Indeed, it's a perfect storm for labor disputes. Many sidelined workers and employed workers (who have been forced to fill the gaps in the workforce) are ready to take action to improve their conditions. Strikes have been threatened are have already started in many industries. The Hill reports that around 100,000 unionized employees have authorized strikes with some currently striking. Here are some of those groups:

  • 2,000 Buffalo, NY hospital workers1
  • 700 Massachusetts nurses1
  • 1,400 Kellogg plant Workers in Michigan, Nebraska, Pennsylvania, and Tennessee1
  • More than 24,000 Kaiser Permanente health care workers in California and Oregon1
  • 450 steelworkers in Huntington, West Virginia2
  • A one-day walk-off of 2,000 telecommunications workers in California2
  • 1,000 Alabama coal miners2
  • 400 whiskeymakers in Kentucky2
  • 200 bus drivers in Reno, Nevada, were already on strike2
  • 2,000 carpenters in Washington (settled)2
  • 600 Frito-Lay workers in Kansas (settled)2
  • 1,000 Nabisco factory workers at five plants (settled)2
  • 60,000 members of the International Alliance of Theatrical Stage Employees (IATSE) authorized a strike with 98% members approving (pending settlement)3 4

Cornell University's New York State School of Industrial and Labor Relations has tracked 254 different labor strikes that have started in 2021 so far with 111 of those in the last three months. In the two years of before (2019-2020), the ILR school tracked only 59 labor strikes. The BLS, which only tracks work stoppages of 1,000 employees or more, has recorded 12 so far in 2021 which is up from 8 in 2020 and so far in line with 20 in 2018 and 25 in 2019.
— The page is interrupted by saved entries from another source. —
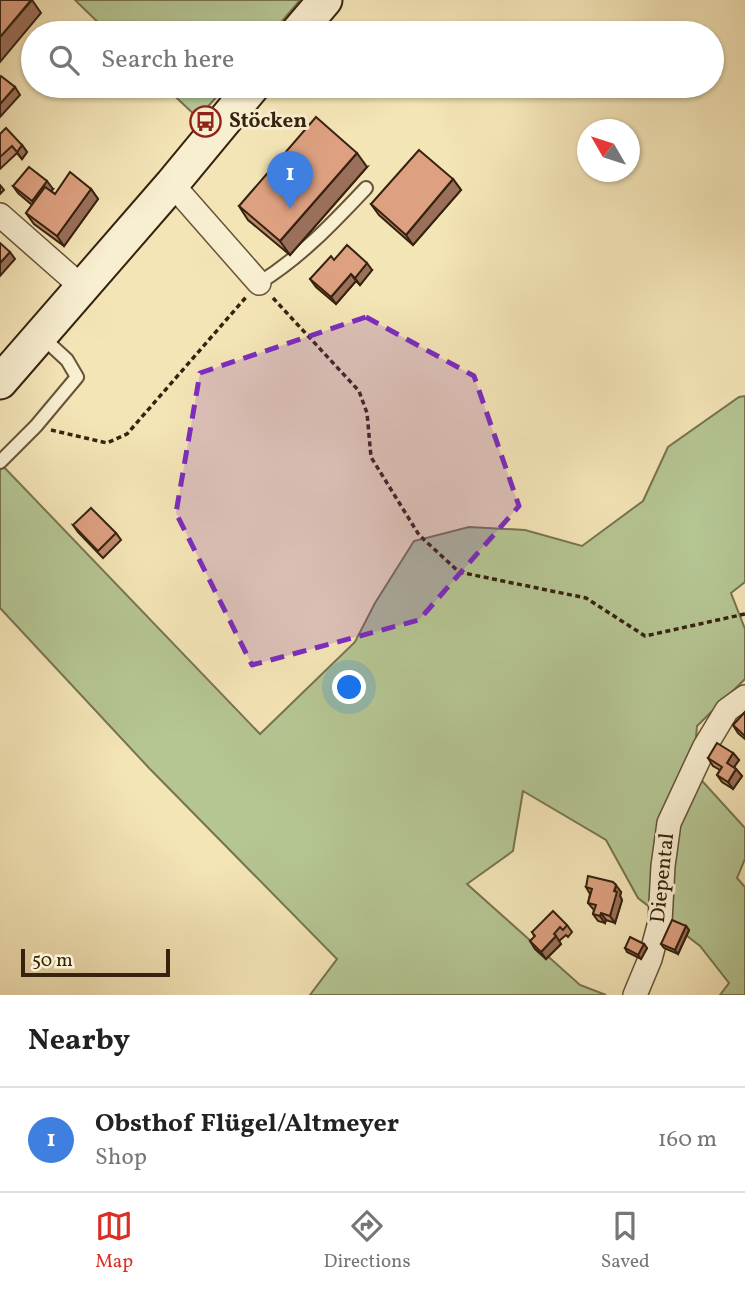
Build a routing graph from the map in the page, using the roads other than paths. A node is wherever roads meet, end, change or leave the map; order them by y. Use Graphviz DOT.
graph roads {
  1 [pos="325,0"];
  2 [pos="307,21"];
  3 [pos="243,98"];
  4 [pos="172,184"];
  5 [pos="366,188"];
  6 [pos="0,215"];
  7 [pos="259,283"];
  8 [pos="83,288"];
  9 [pos="41,336"];
  10 [pos="0,382"];
  11 [pos="0,463"];
  12 [pos="745,696"];
  13 [pos="635,995"];
  1 -- 2 [label="main road"];
  3 -- 4 [label="main road"];
  4 -- 7 [label="street"];
  4 -- 8 [label="main road"];
  5 -- 7 [label="lane"];
  6 -- 8 [label="street"];
  8 -- 9 [label="main road"];
  9 -- 10 [label="main road"];
  9 -- 11 [label="lane"];
  12 -- 13 [label="street, Diepental"];
}
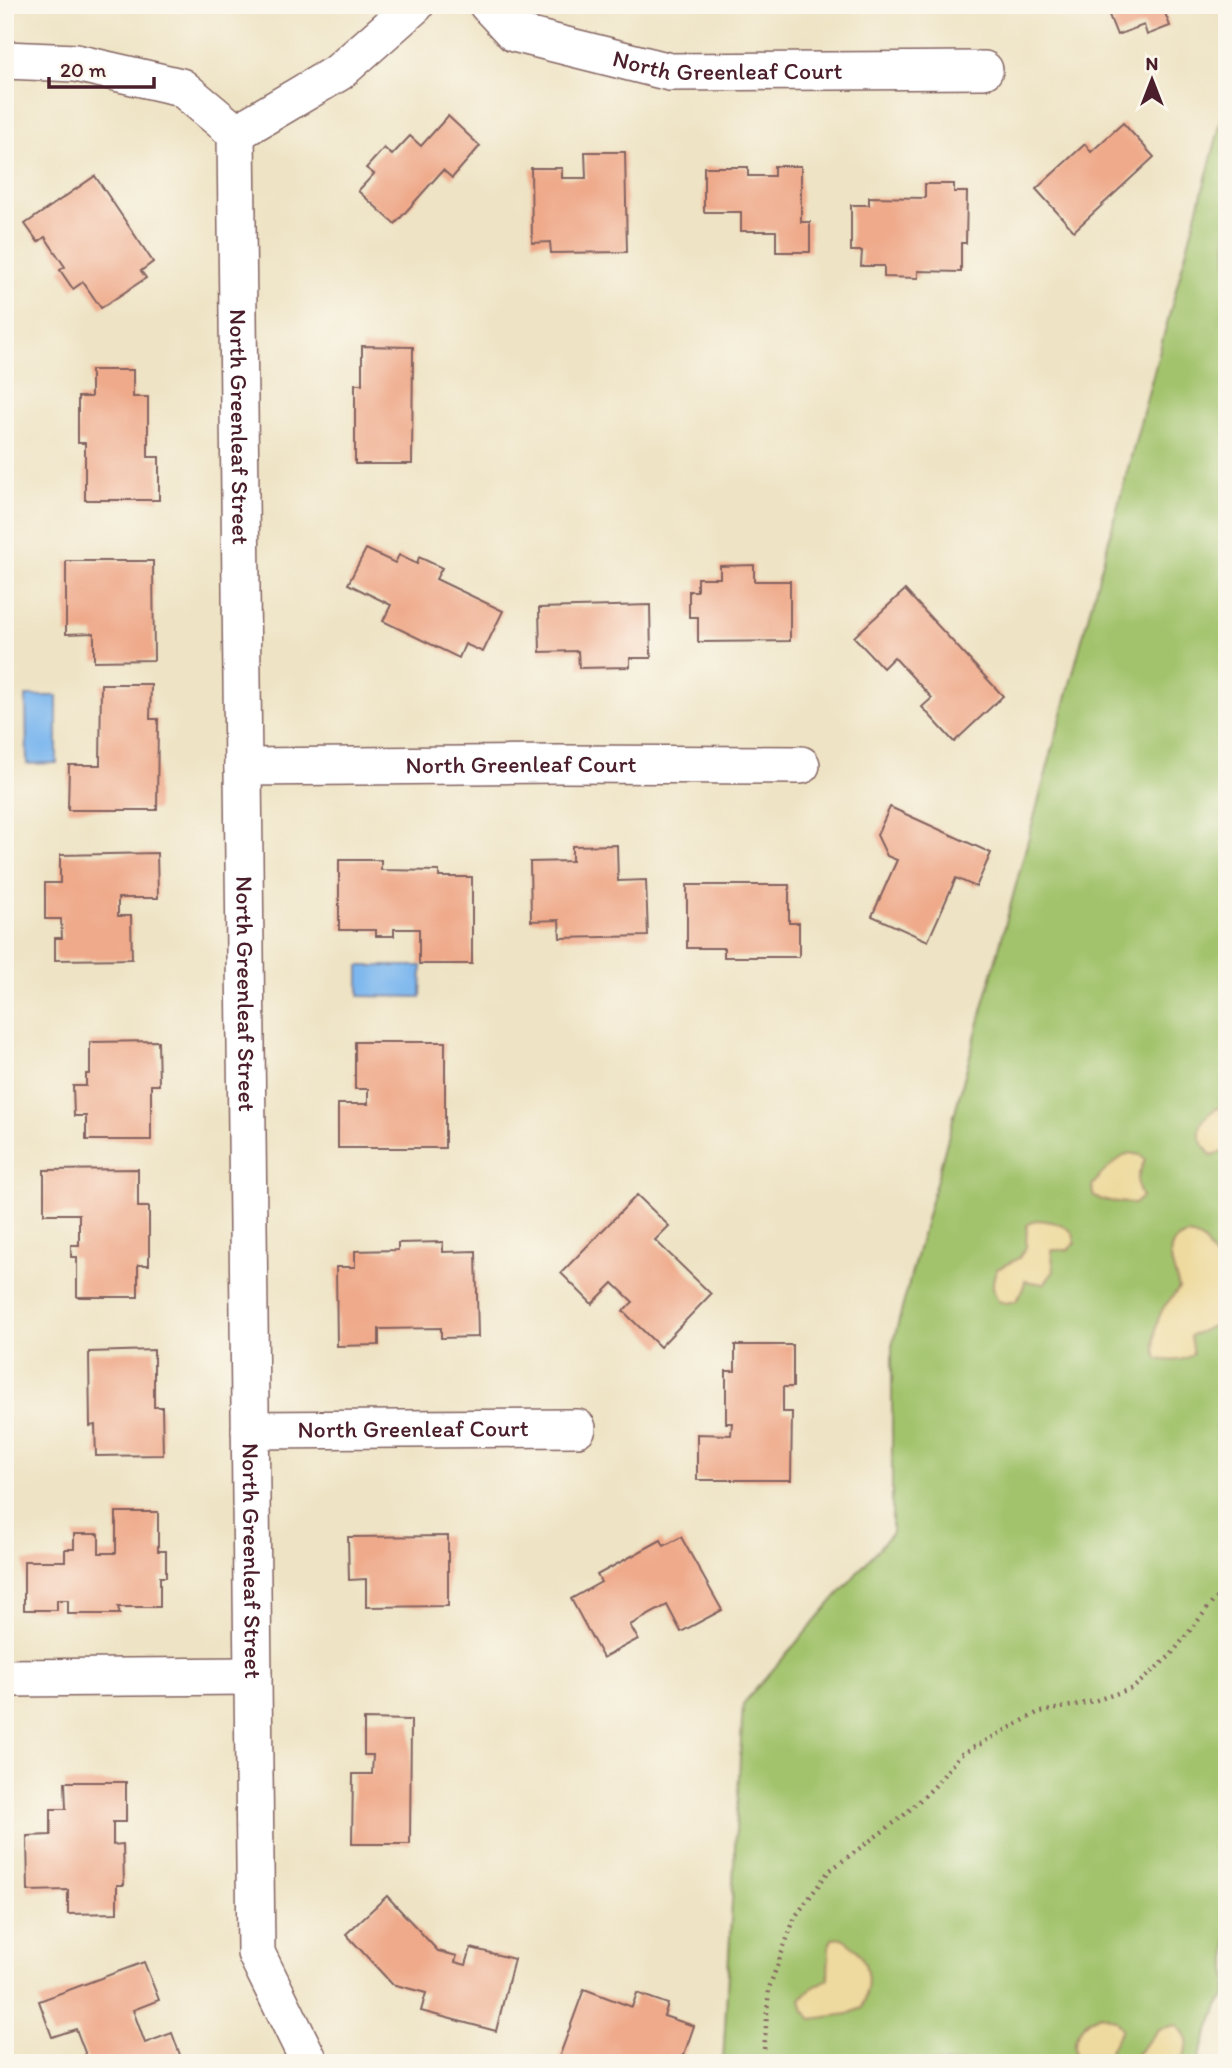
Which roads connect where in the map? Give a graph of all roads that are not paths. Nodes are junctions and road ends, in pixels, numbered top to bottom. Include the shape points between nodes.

These labor disputes, if they continue, could contribute to the forces driving above trend wage growth in the US. The latest employment situation report in September saw average hourly earnings of production and nonsupervisory employees up 5.5% YoY up from 4.8% YoY in August. Annualized wage growth for these lower level employees has averaged 4.8% YoY since the pandemic started, well above the 2.9% YoY average from September 2016 to March 2020. At the moment, it seems elevated wage growth will continue as the hot labor market gives workers leverage in an economy wanting desperately to get back to full capacity.

Chart of the Week

From FRED

As manufacturing orders have rebounded strongly as pandemic restrictions eased, manufacturing employment has not kept up. The ratio of manufacturing orders, new and unfilled, to manufacturing employees has reached its highest point since June 2013 (disregarding a July 2014 outlier).

The Week Ahead

Economic news out of the US slows this week but invites big inflation reports from Canada and the eurozone to take center stage. The Bank of Canada is another central bank that has been grappling with a tapering decision as its own surge in inflation has grown out of the recovery. We will also get a glimpse into manufacturing with IHS Markit Flash Manufacturing PMIs on Friday.